Spider-Man: Turn Off the Dark review


Being a big fan of both comicbooks and U2 it only makes sense that I make “Spider-Man: Turn Off the Dark” my Broadway debut as far as reviews are concerned. Let me start off by saying that I was late in arriving to the theater and in doing so missed the first two numbers. Shame on me especially given current Broadway ticket prices. Also given the fact that there is still a month of previews to go before the official opening, and Bono and The Edge have vowed to attend every one of these previews in order to make adjustments to their contributions, it leaves me to believe that there will be improvement. So saying that let me begin.

“Bullying by Numbers” the first number I took in did not impress me. Not only from a musical point of view but also because of the scenery and choreography. Maybe it was a case of me being embarrassed by the content of the lyrics, something to the effect of “Peter Parker’s pecker” as he’s being teased by the popular girls (Was high school really that brutal?). The following song “No More” was much better but the next few scenes also need work. The short scene with Flash and the car needs a complete make over as does Norman Osborne’s lab which looked sort of 1950’s retro sci-fi and is adorned with Spencer Gifts-style schlock props, including the over the top silver lab coats. Being the fan boy that I am I did pick up and appreciate the shout out to Spider-Man creators/contributors (Steve) Ditko, (Stan) Lee, (John) Romita (both Sr and Jr I would imagine) and (Michael) Strazynski. The scene divulging Peter’s newly acquired powers in his bedroom also needs some work. The combination of the initial appearance of the unsightly airial harness, the moveable walls and ceiling (anchor them please), exposing the stage workers, and the forgettable song, make this key moment a real disappointment.

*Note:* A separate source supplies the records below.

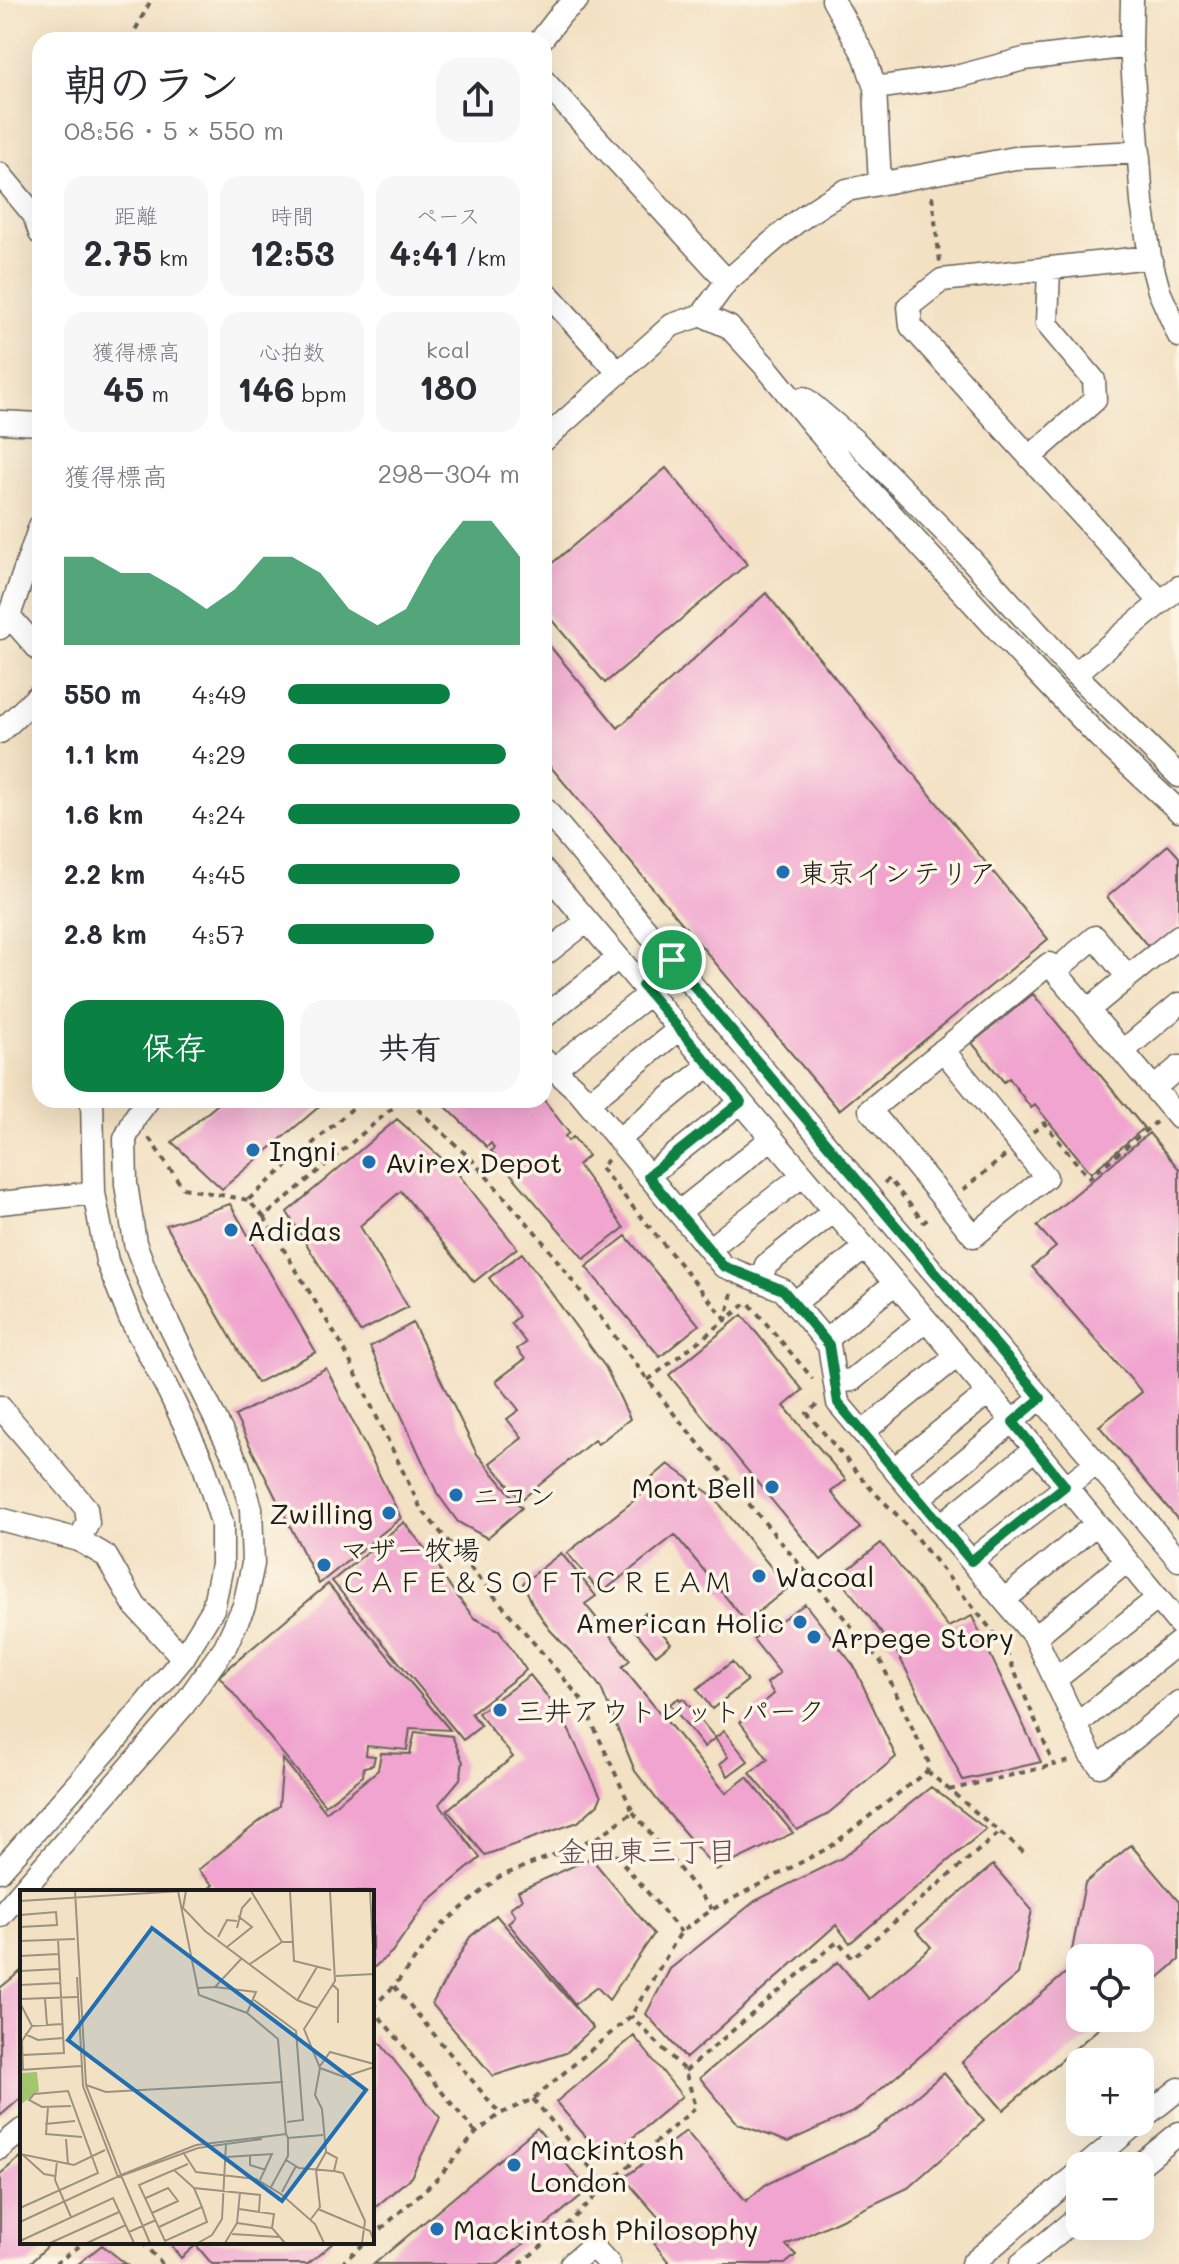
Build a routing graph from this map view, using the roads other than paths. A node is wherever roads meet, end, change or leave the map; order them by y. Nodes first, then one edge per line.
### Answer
1 (577, 0) edge
2 (833, 0) edge
3 (1132, 0) edge
4 (547, 32) edge
5 (1131, 46) junction
6 (875, 88) junction
7 (552, 90) edge
8 (1139, 152) junction
9 (0, 174) edge
10 (880, 184) junction
11 (32, 213) edge
12 (1150, 257) junction
13 (1049, 268) junction
14 (727, 281) junction
15 (552, 299) edge
16 (702, 315) junction
17 (1179, 336) edge
18 (766, 367) junction
19 (619, 373) junction
20 (0, 422) edge
21 (32, 424) edge
22 (552, 433) edge
23 (1030, 457) junction
24 (32, 548) edge
25 (1179, 587) edge
26 (1160, 601) junction
27 (5, 622) edge
28 (32, 644) edge
29 (1075, 674) junction
30 (32, 702) edge
31 (0, 732) edge
32 (1179, 776) edge
33 (1179, 811) edge
34 (552, 818) edge
35 (552, 888) edge
36 (587, 921) junction
37 (1179, 936) edge
38 (552, 949) edge
39 (618, 958) junction
40 (672, 960) junction
41 (1055, 971) junction
42 (1128, 977) junction
43 (646, 990) junction
44 (1179, 1004) edge
45 (1088, 1010) junction
46 (552, 1011) edge
47 (679, 1029) junction
48 (943, 1050) junction
49 (1123, 1051) junction
50 (552, 1062) edge
51 (758, 1062) junction
52 (709, 1065) junction
53 (552, 1067) edge
54 (1179, 1067) edge
55 (1154, 1088) junction
56 (734, 1095) junction
57 (588, 1103) junction
58 (92, 1108) edge
59 (142, 1108) edge
60 (1170, 1118) edge
61 (772, 1138) junction
62 (611, 1145) junction
63 (803, 1175) junction
64 (648, 1176) junction
65 (94, 1193) junction
66 (0, 1203) edge
67 (880, 1209) junction
68 (834, 1211) junction
69 (679, 1212) junction
70 (858, 1240) junction
71 (709, 1249) junction
72 (760, 1281) junction
73 (895, 1283) junction
74 (794, 1303) junction
75 (926, 1320) junction
76 (825, 1341) junction
77 (957, 1356) junction
78 (186, 1359) junction
79 (158, 1372) junction
80 (826, 1383) junction
81 (988, 1393) junction
82 (1041, 1398) junction
83 (0, 1407) edge
84 (1013, 1422) junction
85 (863, 1432) junction
86 (1035, 1449) junction
87 (1096, 1463) junction
88 (894, 1469) junction
89 (1065, 1486) junction
90 (919, 1498) junction
91 (0, 1519) edge
92 (1096, 1524) junction
93 (941, 1525) junction
94 (79, 1540) junction
95 (1179, 1560) edge
96 (971, 1561) junction
97 (1127, 1561) junction
98 (1158, 1598) junction
99 (1004, 1600) junction
100 (1179, 1624) edge
101 (1035, 1637) junction
102 (1179, 1642) edge
103 (183, 1658) junction
104 (1056, 1679) junction
105 (1179, 1702) edge
106 (1076, 1725) junction
107 (0, 1871) edge
108 (24, 1890) edge
109 (20, 1894) edge
110 (0, 1916) edge
111 (1179, 2089) edge
112 (1154, 2109) edge
113 (20, 2132) edge
114 (1179, 2133) edge
115 (1121, 2136) edge
116 (0, 2148) edge
117 (1102, 2152) edge
118 (1154, 2154) edge
119 (1066, 2183) edge
120 (1066, 2227) edge
121 (571, 2264) edge
122 (609, 2264) edge
123 (972, 2264) edge
124 (1021, 2264) edge

1 - 4 street
2 - 6 street
3 - 5 street
5 - 6 street
5 - 8 street
6 - 10 street
7 - 14 street
8 - 10 street
8 - 12 street
9 - 11 street
10 - 14 street
12 - 13 street
12 - 17 street
13 - 23 street
13 - 23 street
14 - 16 street
15 - 19 street
16 - 18 street
16 - 19 street
18 - 29 street
18 - 33 street
19 - 22 street
20 - 21 street
23 - 26 street
24 - 27 street
25 - 26 street
26 - 29 street
27 - 28 street
29 - 32 street
30 - 31 street
34 - 40 street
35 - 36 street
36 - 38 street
36 - 39 street
37 - 42 street
39 - 43 street
39 - 46 street
40 - 43 street
40 - 51 street
41 - 42 street
41 - 45 street
41 - 48 street
42 - 45 street
43 - 47 street
43 - 50 street
44 - 49 street
45 - 49 street
47 - 52 street
47 - 57 street
48 - 48 street
49 - 55 street
51 - 56 street
51 - 67 street
52 - 56 street
52 - 62 street
53 - 57 street
54 - 55 street
55 - 60 street
56 - 61 street
56 - 64 street
57 - 62 street
58 - 65 street
59 - 78 street
61 - 63 street
61 - 69 street
62 - 64 street
63 - 68 street
63 - 71 street
64 - 69 street
65 - 66 street
65 - 79 street
67 - 70 street
67 - 82 street
68 - 70 street
68 - 72 street
69 - 71 street
70 - 73 street
70 - 74 street
71 - 72 street
72 - 74 street
73 - 75 street
73 - 76 street
74 - 76 street
75 - 77 street
75 - 80 street
76 - 80 street
77 - 81 street
77 - 85 street
78 - 79 street
78 - 108 street
79 - 103 street
80 - 85 street
81 - 84 street
81 - 88 street
82 - 84 street
82 - 87 street
83 - 94 street
84 - 86 street
84 - 90 street
85 - 88 street
86 - 89 street
86 - 93 street
87 - 89 street
87 - 95 street
88 - 90 street
89 - 92 street
89 - 96 street
90 - 93 street
91 - 94 street
92 - 97 street
92 - 99 street
93 - 96 street
94 - 103 street
96 - 99 street
97 - 98 street
97 - 101 street
98 - 100 street
98 - 104 street
99 - 101 street
101 - 104 street
102 - 106 street
103 - 107 street
104 - 106 street
105 - 106 street
109 - 110 street
111 - 112 street
113 - 116 street
114 - 118 street
115 - 117 street
119 - 123 street
120 - 124 street
121 - 122 street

Also overall I don’t think that the four teenage narrators who show up between some scenes add any value. They’re not really shedding any light on anything. As far as the scenery is concerned, the projected visuals and city scenery were great! Especially the birds eye view looking down from the top if the Chrysler building. Very innovative and reminescent of a comic panel as is the aerial acrobatics. I did not like the primitive comic book style of the small props and some scenery. We know it’s based on a comic book, but come on! I thought everyone learned their lesson from Ang Lee’s mistakes on the motion picture “The Hulk”? The costumes for the most part are great except for the big headed villains. It’s a fact that Julie Taymor is famous for her creation and use of masks in Broadway productions, but in my opinion this production would have looked much better using make up.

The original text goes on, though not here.